Nemetschek Aktie: 39-Prozent-Minus trotz 17% Wachstum
Nemetschek verzeichnet zweistelliges Umsatzplus, die Aktie fällt jedoch auf ein Jahrestief. Die Umstellung auf Abos belastet kurzfristig den Kurs.

- Umsatz steigt um 17 Prozent
- Aktie erreicht neues 52-Wochen-Tief
- Abonnement-Umstellung belastet Kursentwicklung
- Jahresprognose trotz Kursverlust bestätigt
Starke Zahlen, schwacher Kurs. Bei Nemetschek klaffen operative Realität und Börsenstimmung extrem weit auseinander. Der Bausoftware-Spezialist wächst zweistellig und bestätigt seine Jahresziele. Die Aktie markierte am Donnerstag dennoch ein neues 52-Wochen-Tief bei 53,40 Euro.
Zwar erholte sich der Kurs im Tagesverlauf leicht auf 54,95 Euro. Das ändert aber wenig am übergeordneten Abwärtstrend. Seit Jahresanfang hat das Papier rund 39 Prozent an Wert verloren. Der Abstand zum Hoch aus dem Vorjahr beträgt mittlerweile stolze 60 Prozent.
Operatives Geschäft brummt
Fundamental steht der Konzern hervorragend da. Im ersten Quartal stieg der währungsbereinigte Umsatz um 17 Prozent auf 313,1 Millionen Euro. Besonders das wichtige Geschäft mit Software-Abos wuchs rasant. Hier kletterten die Erlöse um mehr als 35 Prozent.

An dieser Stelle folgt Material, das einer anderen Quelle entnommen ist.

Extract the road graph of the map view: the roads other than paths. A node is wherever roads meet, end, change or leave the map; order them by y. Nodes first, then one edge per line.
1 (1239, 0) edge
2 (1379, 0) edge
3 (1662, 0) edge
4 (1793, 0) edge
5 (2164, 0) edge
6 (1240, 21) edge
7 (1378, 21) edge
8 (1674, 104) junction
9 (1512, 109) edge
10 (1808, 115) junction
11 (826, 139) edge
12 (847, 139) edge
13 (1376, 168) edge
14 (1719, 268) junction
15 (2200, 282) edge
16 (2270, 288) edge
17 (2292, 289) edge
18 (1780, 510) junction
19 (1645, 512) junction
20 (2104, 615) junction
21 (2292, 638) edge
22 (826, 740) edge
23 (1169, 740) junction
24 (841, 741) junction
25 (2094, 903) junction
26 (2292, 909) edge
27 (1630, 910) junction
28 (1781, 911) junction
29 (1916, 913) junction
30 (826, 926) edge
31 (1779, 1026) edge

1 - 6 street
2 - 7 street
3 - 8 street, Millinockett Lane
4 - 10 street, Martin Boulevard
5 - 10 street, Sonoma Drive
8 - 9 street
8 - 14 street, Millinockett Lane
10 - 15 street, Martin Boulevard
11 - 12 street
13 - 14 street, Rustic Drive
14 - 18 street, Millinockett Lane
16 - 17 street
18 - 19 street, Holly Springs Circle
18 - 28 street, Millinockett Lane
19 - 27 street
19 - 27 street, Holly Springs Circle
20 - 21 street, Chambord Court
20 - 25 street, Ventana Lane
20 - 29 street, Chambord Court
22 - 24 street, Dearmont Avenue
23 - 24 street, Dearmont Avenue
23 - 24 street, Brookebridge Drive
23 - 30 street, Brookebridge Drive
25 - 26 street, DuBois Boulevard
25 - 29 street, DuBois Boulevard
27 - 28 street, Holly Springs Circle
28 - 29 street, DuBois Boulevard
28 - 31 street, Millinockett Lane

Auch die Profitabilität stimmt. Die operative Marge verbesserte sich auf 31,4 Prozent. Das Management hält folglich an seiner Prognose fest. Für das Gesamtjahr erwartet Nemetschek ein Umsatzwachstum von bis zu 15 Prozent.
Der Preis des Umbaus
Der Grund für den Kursverfall liegt im Geschäftsmodell. Nemetschek stellt seinen Vertrieb massiv auf Abonnements um. Das erhöht langfristig die Planbarkeit der Einnahmen. Kurzfristig drückt diese Umstellung jedoch auf das ausgewiesene Wachstum im wichtigen Design-Segment.
Die Folge: ein harter Bewertungsabschlag. Investoren preisen die temporären Übergangseffekte aktuell extrem negativ ein. Wiederkehrende Erlöse stützen zwar die langfristige Investmentstory. Die aktuelle Börsenstimmung ignoriert diese Perspektive völlig.
Am 30. Juli präsentiert das Management in München die Halbjahreszahlen. Dieser Termin wird zum entscheidenden Datenpunkt. Der Konzern muss beweisen, dass die Wachstumsdynamik bei den Abonnements anhält. Nur anhaltende operative Stärke kann den massiven Bewertungsdruck lindern.